*WHAT YOU WILL DO*
Reproduce every record exactly as written.

*TASK INPUT*
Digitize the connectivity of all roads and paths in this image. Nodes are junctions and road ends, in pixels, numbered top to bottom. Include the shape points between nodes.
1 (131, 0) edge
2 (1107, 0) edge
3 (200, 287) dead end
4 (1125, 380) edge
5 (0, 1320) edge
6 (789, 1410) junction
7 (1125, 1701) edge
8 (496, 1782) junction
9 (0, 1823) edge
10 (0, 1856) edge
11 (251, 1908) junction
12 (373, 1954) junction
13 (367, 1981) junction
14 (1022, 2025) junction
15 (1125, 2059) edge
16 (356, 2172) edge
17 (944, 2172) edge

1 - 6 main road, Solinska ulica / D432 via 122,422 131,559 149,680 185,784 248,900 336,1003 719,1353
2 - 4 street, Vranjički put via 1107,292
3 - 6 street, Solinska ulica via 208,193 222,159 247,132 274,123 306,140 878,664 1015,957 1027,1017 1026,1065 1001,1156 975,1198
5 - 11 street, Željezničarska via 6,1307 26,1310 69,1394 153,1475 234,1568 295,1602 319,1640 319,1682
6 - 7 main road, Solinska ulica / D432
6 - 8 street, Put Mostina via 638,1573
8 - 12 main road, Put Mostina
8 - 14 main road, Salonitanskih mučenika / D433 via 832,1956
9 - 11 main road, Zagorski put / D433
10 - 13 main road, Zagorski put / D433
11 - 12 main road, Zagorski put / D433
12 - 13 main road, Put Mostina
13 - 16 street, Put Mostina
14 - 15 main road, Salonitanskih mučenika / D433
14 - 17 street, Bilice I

*EXERCISE OUTPUT*
Digitize the connectivity of all roads and paths in this image. Nodes are junctions and road ends, in pixels, numbered top to bottom. Include the shape points between nodes.
1 (131, 0) edge
2 (1107, 0) edge
3 (200, 287) dead end
4 (1125, 380) edge
5 (0, 1320) edge
6 (789, 1410) junction
7 (1125, 1701) edge
8 (496, 1782) junction
9 (0, 1823) edge
10 (0, 1856) edge
11 (251, 1908) junction
12 (373, 1954) junction
13 (367, 1981) junction
14 (1022, 2025) junction
15 (1125, 2059) edge
16 (356, 2172) edge
17 (944, 2172) edge

1 - 6 main road, Solinska ulica / D432 via 122,422 131,559 149,680 185,784 248,900 336,1003 719,1353
2 - 4 street, Vranjički put via 1107,292
3 - 6 street, Solinska ulica via 208,193 222,159 247,132 274,123 306,140 878,664 1015,957 1027,1017 1026,1065 1001,1156 975,1198
5 - 11 street, Željezničarska via 6,1307 26,1310 69,1394 153,1475 234,1568 295,1602 319,1640 319,1682
6 - 7 main road, Solinska ulica / D432
6 - 8 street, Put Mostina via 638,1573
8 - 12 main road, Put Mostina
8 - 14 main road, Salonitanskih mučenika / D433 via 832,1956
9 - 11 main road, Zagorski put / D433
10 - 13 main road, Zagorski put / D433
11 - 12 main road, Zagorski put / D433
12 - 13 main road, Put Mostina
13 - 16 street, Put Mostina
14 - 15 main road, Salonitanskih mučenika / D433
14 - 17 street, Bilice I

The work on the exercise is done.